MACRA 2017-10-31T17:39:36+00:00

MACRA

The Medicare Access and CHIP Reauthorization Act (MACRA)

On January 1, 2017, physicians, providers, and health care providers will embark on the era of MACRA, the Medicare Access and CHIP Reauthorization Act of 2015, which will dramatically change how providers are paid by the Centers for Medicare and Medicaid Services. Signed into federal law by President Obama on April 16, 2015, MACRA is a fix for the unsustainable Sustainable Growth Rate (SGR) formula.

On October 14, 2016, the Centers for Medicare and Medicaid Services (CMS) published its final rule on of the Quality Payment Program (QPP) creating a flexible system for physicians and other eligible providers to select between two paths connecting quality to payments. This creates a provider payment system more in line with how healthcare is approached today versus 20 years ago.

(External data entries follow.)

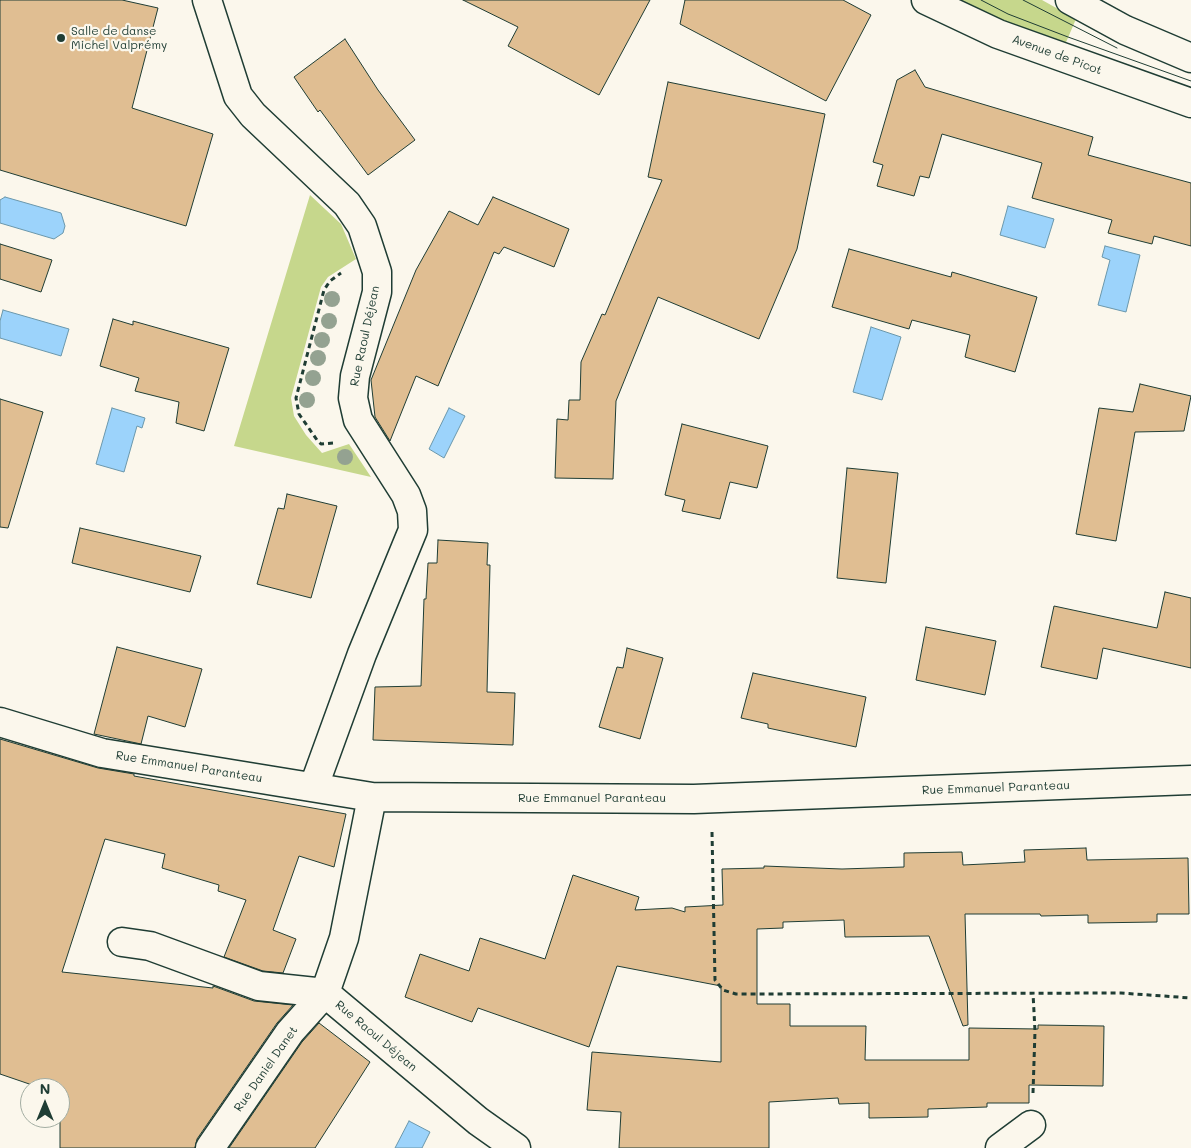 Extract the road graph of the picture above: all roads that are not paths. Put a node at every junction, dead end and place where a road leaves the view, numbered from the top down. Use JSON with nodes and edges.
{"nodes":[{"id":1,"x":207,"y":0,"type":"edge"},
{"id":2,"x":926,"y":0,"type":"edge"},
{"id":3,"x":1070,"y":0,"type":"edge"},
{"id":4,"x":1191,"y":58,"type":"edge"},
{"id":5,"x":1191,"y":103,"type":"edge"},
{"id":6,"x":0,"y":722,"type":"edge"},
{"id":7,"x":1191,"y":780,"type":"edge"},
{"id":8,"x":314,"y":786,"type":"junction"},
{"id":9,"x":372,"y":797,"type":"junction"},
{"id":10,"x":122,"y":942,"type":"dead end"},
{"id":11,"x":325,"y":993,"type":"junction"},
{"id":12,"x":1031,"y":1125,"type":"road end"},
{"id":13,"x":210,"y":1148,"type":"edge"},
{"id":14,"x":516,"y":1148,"type":"edge"},
{"id":15,"x":1000,"y":1148,"type":"edge"}],
"edges":[{"from":1,"to":8,"type":"street","name":"Rue Raoul Déjean"},
{"from":2,"to":5,"type":"street","name":"Avenue de Picot"},
{"from":3,"to":4,"type":"street"},
{"from":6,"to":8,"type":"street","name":"Rue Emmanuel Paranteau"},
{"from":7,"to":9,"type":"street","name":"Rue Emmanuel Paranteau"},
{"from":8,"to":9,"type":"street","name":"Rue Emmanuel Paranteau"},
{"from":9,"to":11,"type":"street","name":"Rue Raoul Déjean"},
{"from":10,"to":11,"type":"street"},
{"from":11,"to":13,"type":"street","name":"Rue Daniel Danet"},
{"from":11,"to":14,"type":"street","name":"Rue Raoul Déjean"},
{"from":12,"to":15,"type":"street"}]}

The QPP pathways seek to tie an increased percentage of physicians’ Medicare fee-for-service (FFS) payments to outcomes through the new Merit-based Incentive Payment System (MIPS) and to encourage the adoption of “alternative payment models” (APMs) which will require practices to take on more financial and technological risks. According to the MACRA rules, providers will be able to switch between the MIPS and the APM track on a year-to-year basis.

On September 8, 2016, Acting CMS Administrator Andy Slavitt acknowledged the concerns and trepidation of meeting reporting requirements by announcing 2 additional 2017 data submission options to give providers additional time to submit Quality Payment Program data. With a total of four reporting options, providers can choose to submit data for the entire year, they can submit data for a part of the year, they can submit any data before the end of the year, or they can decline to submit any data during 2017. Each choice will be accompanied by positive or negative payment adjustment.

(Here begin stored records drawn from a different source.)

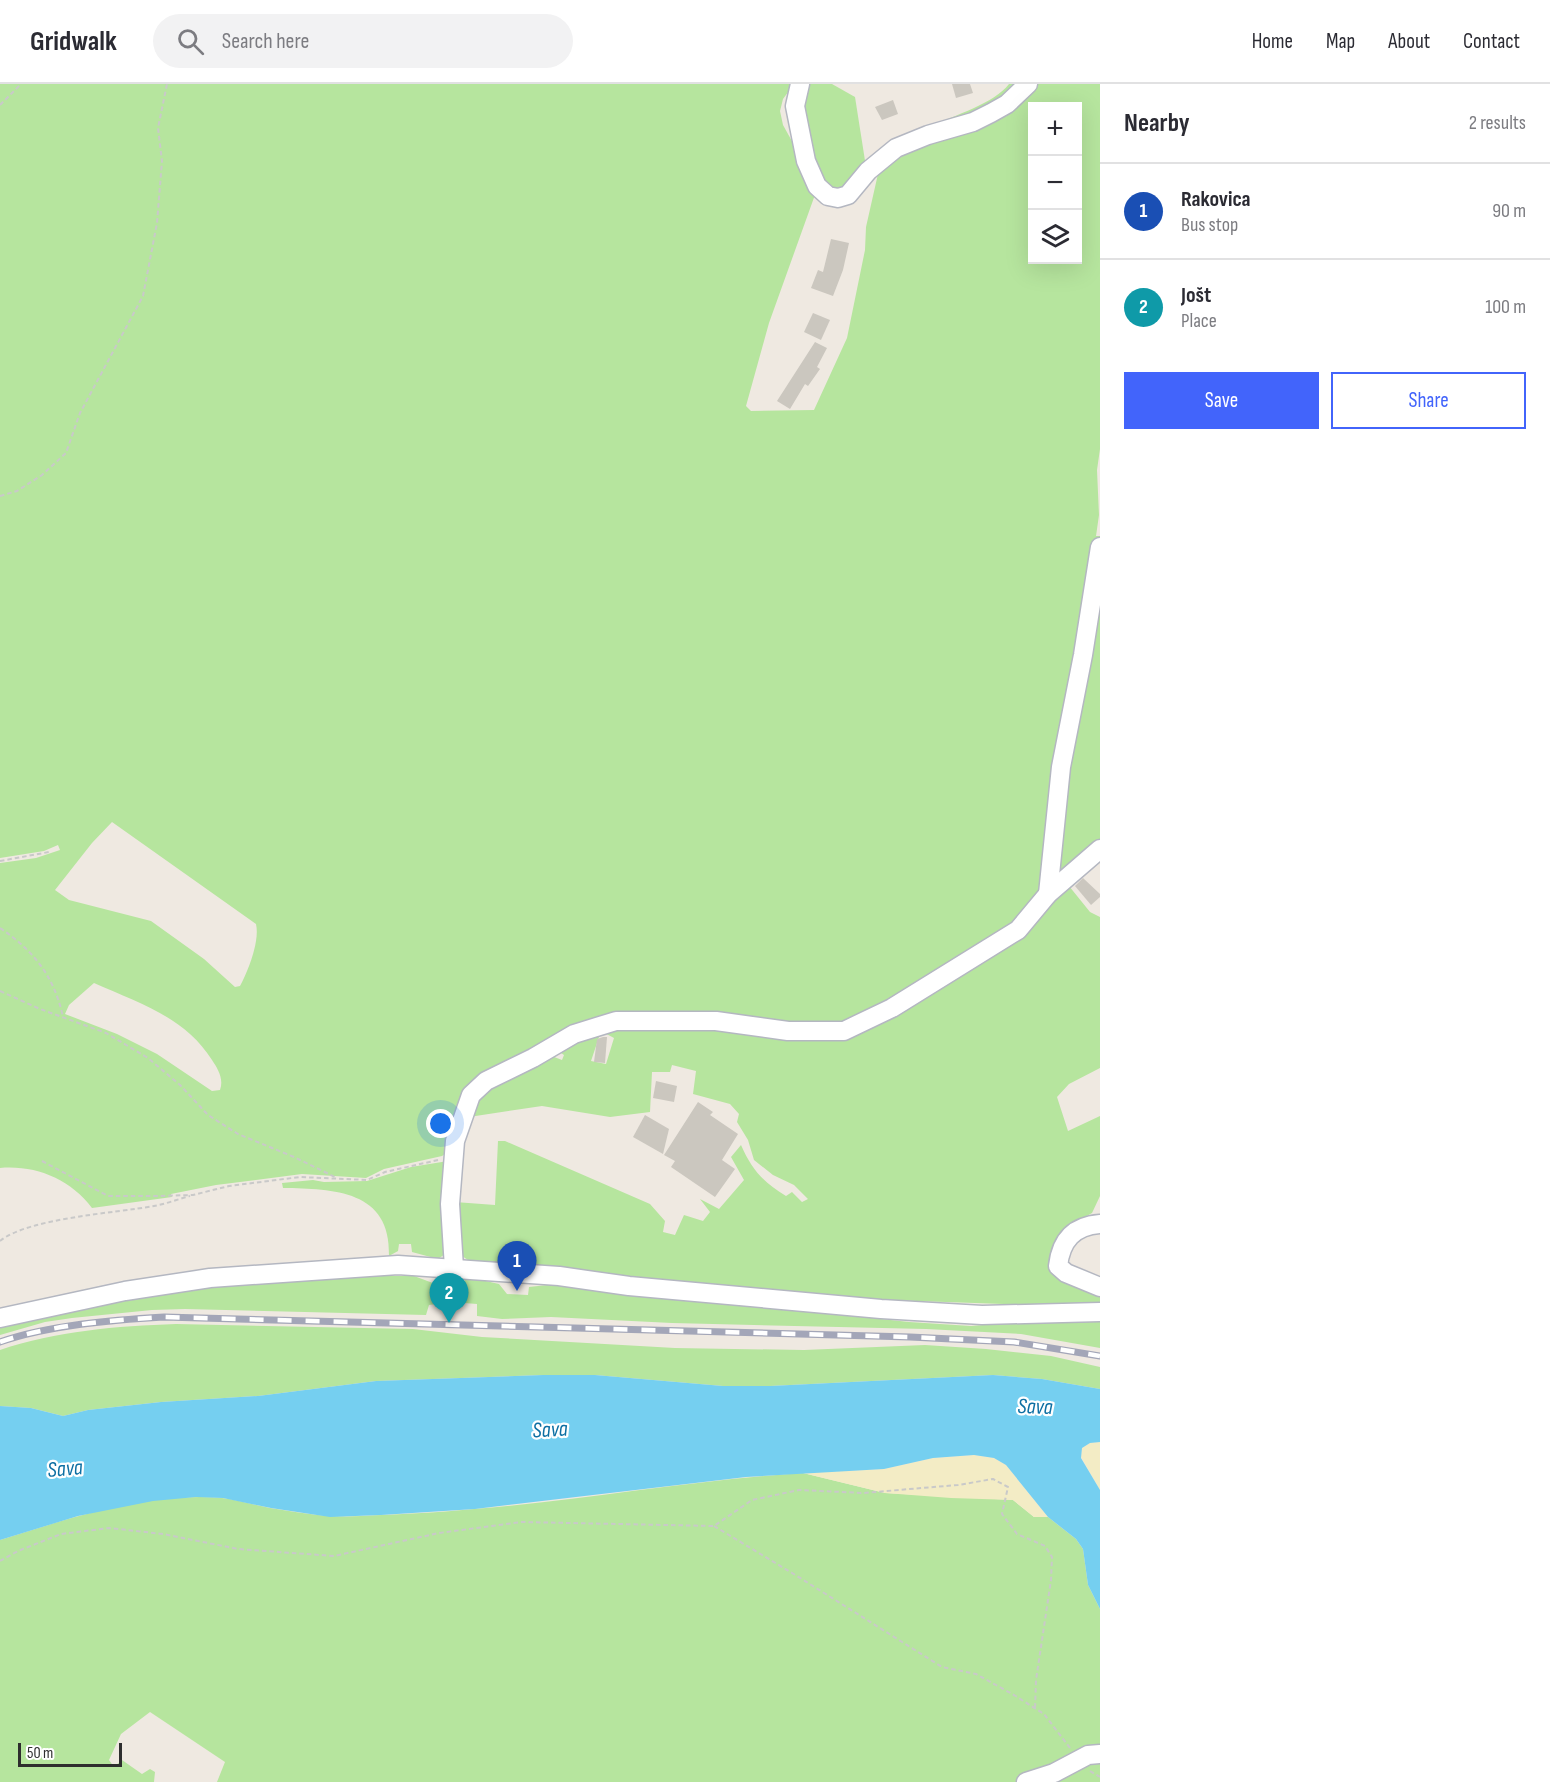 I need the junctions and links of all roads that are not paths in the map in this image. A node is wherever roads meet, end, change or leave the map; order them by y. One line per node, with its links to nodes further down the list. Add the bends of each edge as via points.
1 (800, 84): 2 (street, via 795,106 806,161 818,186 828,196 838,198 848,195 868,171 896,148 991,114)
2 (1028, 84)
3 (1100, 546): 5 (street, via 1061,767)
4 (1100, 849): 5 (street)
5 (1048, 894): 7 (street, via 1018,930 892,1008 844,1031 788,1031 716,1021 616,1021 574,1034 486,1081 471,1095 452,1156)
6 (1100, 1224): 8 (street, via 1088,1225 1068,1237 1058,1266 1066,1274)
7 (454, 1268): 9 (street, via 881,1309 982,1314); 10 (street, via 398,1265 210,1278 124,1291)
8 (1100, 1287)
9 (1100, 1312)
10 (0, 1318)
11 (1100, 1754): 12 (street)
12 (1026, 1782)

For more information, please view the AASM’s Guide to MACRA and an AASM Introductory Article on MACRA.

macra flexible reporting options 2017

Report One Sleep-Specific Quality Measure and Avoid a Penalty in 2019

The Merit-based Incentive Payment System (MIPS) of the Quality Payment Program is already underway. MIPS participants who did not start their activities by October 2, 2017 are no longer eligible for a positive payment adjustment in 2019. However, MIPS-eligible clinicians can still avoid a 4% penalty by reporting one quality measure for one patient. Clinicians have the option to report on any one quality measure, but the steps below outline the process you need to follow to report any of the four sleep-specific quality measures.

  1. Complete lines 1-20 of the CMS 1500 form as you normally would.
  2. Complete line 21 by entering the appropriate ICD-10 code for the appropriate diagnosis or nature of illness or injury.
  3. Review the Quality Measure Specifications document for the sleep-specific measure you will be using:
  4. Review the numerator quality data coding options and choose the appropriate scenario and associated code. Enter the Quality Data Code (QDC) in 24D along with codes for all other procedures, services or supplies associated with the service.
  5. In 24F, list the charges associated with each code. List a line-item charge of one cent ($0.01) for the QDC entered in 24D. Failure to enter this $0.01 charge may lead your carrier to reject the claim.
  6. Finish entering information in boxes 25-33.
  7. Submit your 1500 form to your Medicare Administrative Contractor (MAC). The activity associated with the claim must have been completed by December 31, 2017. The claim must be submitted to your MAC by February 28, 2018. Note: It is recommended that clinicians submit more than 1 claim for the chosen measure(s) to be sure to avoid a penalty in 2019.